Três trabalhadores chegam ofegantes ao posto da Polícia Rodoviária Federal (PRF) de Bento Gonçalves, cidade situada na Região Serrana do Rio Grande do Sul. O que eles relataram aos agentes levou à descoberta de um galpão com cerca de 240 trabalhadores em condições precárias. A oferta de trabalho prometia, segundo os aliciados, salário de R$ 3 mil, alimentação e alojamento incluídos, o que não se concretizou quando chegaram ao Rio Grande do Sul. O grupo chegou a Bento Gonçalves de Salvador (BA) no dia 2 de fevereiro, após quatro dias e meio de viagem. Os depoimentos são fortes e não deixam dúvida sobre a banalização do mal.
“A gente saía às 4h e ia para as fazendas trabalhar catando uva. Voltava 22h, 23h. O carro largava a gente lá, para ficar esperando [ele voltar], e tratavam a gente como se fôssemos bicho. Pegavam as quentinhas com a comida azeda e davam para a gente comer.
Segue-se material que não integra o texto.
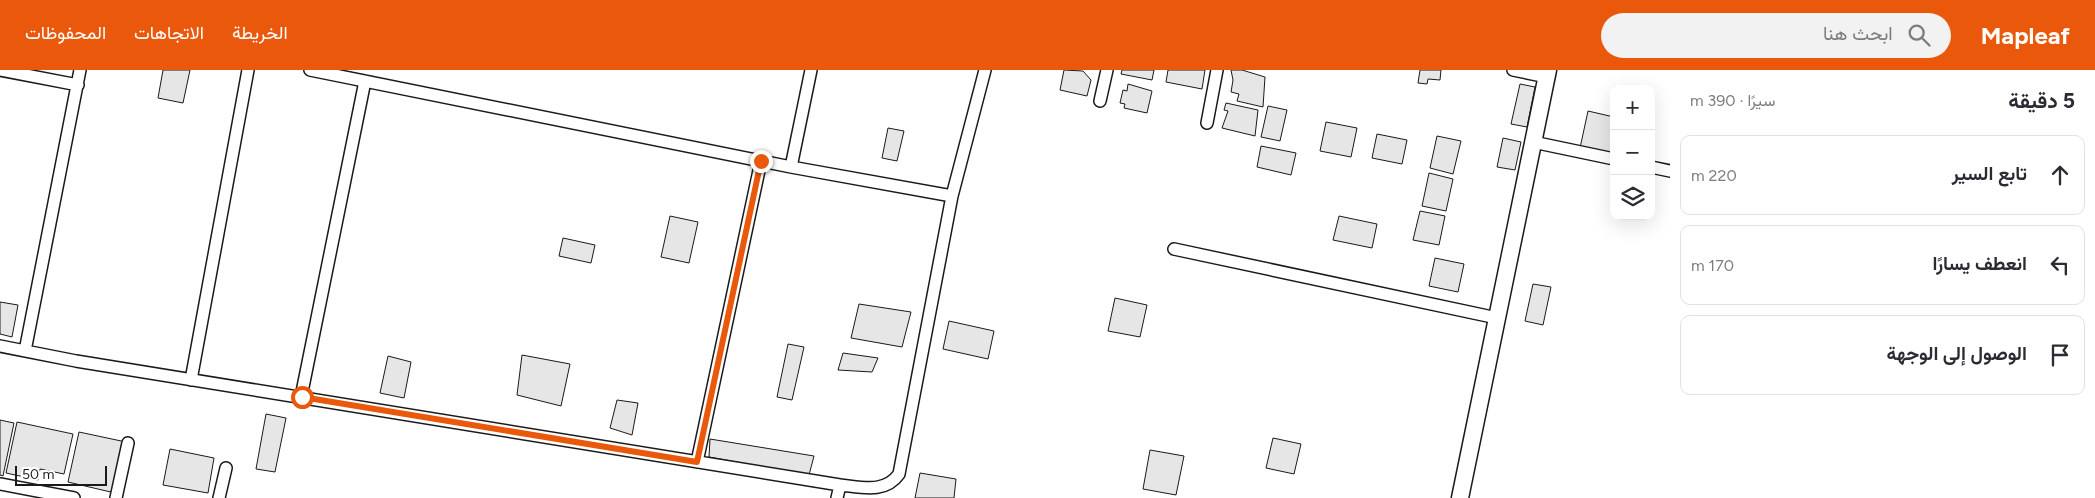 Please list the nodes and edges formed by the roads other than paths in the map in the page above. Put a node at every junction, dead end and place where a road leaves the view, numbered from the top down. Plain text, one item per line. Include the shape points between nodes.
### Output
1 (0, 70) edge
2 (80, 70) edge
3 (248, 70) edge
4 (310, 70) edge
5 (811, 70) edge
6 (984, 70) edge
7 (1107, 70) edge
8 (1217, 70) edge
9 (1513, 70) edge
10 (1547, 73) edge
11 (365, 81) junction
12 (78, 85) junction
13 (1100, 101) dead end
14 (1207, 123) dead end
15 (1533, 142) junction
16 (1610, 158) edge
17 (761, 161) junction
18 (791, 167) junction
19 (1655, 168) edge
20 (1670, 171) edge
21 (952, 196) junction
22 (1174, 248) dead end
23 (1498, 318) junction
24 (0, 346) edge
25 (25, 351) junction
26 (191, 380) junction
27 (302, 397) junction
28 (128, 443) dead end
29 (697, 462) junction
30 (226, 468) dead end
31 (0, 484) edge
32 (840, 486) junction
33 (74, 498) edge
34 (116, 498) edge
35 (219, 498) edge
36 (837, 498) edge
37 (1460, 498) edge

1 - 12 street
2 - 12 street
3 - 26 street
4 - 11 street
5 - 18 street
6 - 21 street
7 - 13 street
8 - 14 street
9 - 10 street
10 - 15 main road
11 - 17 street
11 - 27 street
12 - 25 street
15 - 16 street
15 - 23 main road
17 - 18 street
17 - 29 street
18 - 21 street
19 - 20 street
21 - 32 street via 899,474 894,481 878,488
22 - 23 street
23 - 37 main road
24 - 25 street
25 - 26 street
26 - 27 street
27 - 29 street
28 - 34 street
29 - 32 street
30 - 35 street
31 - 33 street
32 - 36 street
Diziam: ‘vocês têm que comer isso mesmo, porque baiano bom é baiano morto’. A gente é pai de família, trabalha”, contou uma das vítimas, sob forte indignação.
“Tomei cadeirada, spray de pimenta, estou com os dentes moles. Eu escutei eles falando que um carro estava vindo para levar para me matarem. O tempo dos escravos eu não vivi, acho que nem minha bisavó viveu. Hoje vai existir escravo de novo? Não vai. O que depender de mim, não vai, eu vou abrir minha boca, eu vou falar que tá errado”.
Há um sentimento de solidariedade e de perplexidade entre os grandes produtores: Salton, Cooperativa Garibaldi e Aurora, que alegam desconhecer as condições desumanas dos trabalhadores baianos.
O Ministério Público do Trabalho e o Ministério do Trabalho estão realizando diligências e se comprometeram a cobrar das empresas as indenizações. Mas há um valor que se perdeu na cadeia produtiva desses vinhos: a dignidade humana.
Fica difícil beber uma taça de espumante e não pensar na dor e sofrimento dos trabalhadores.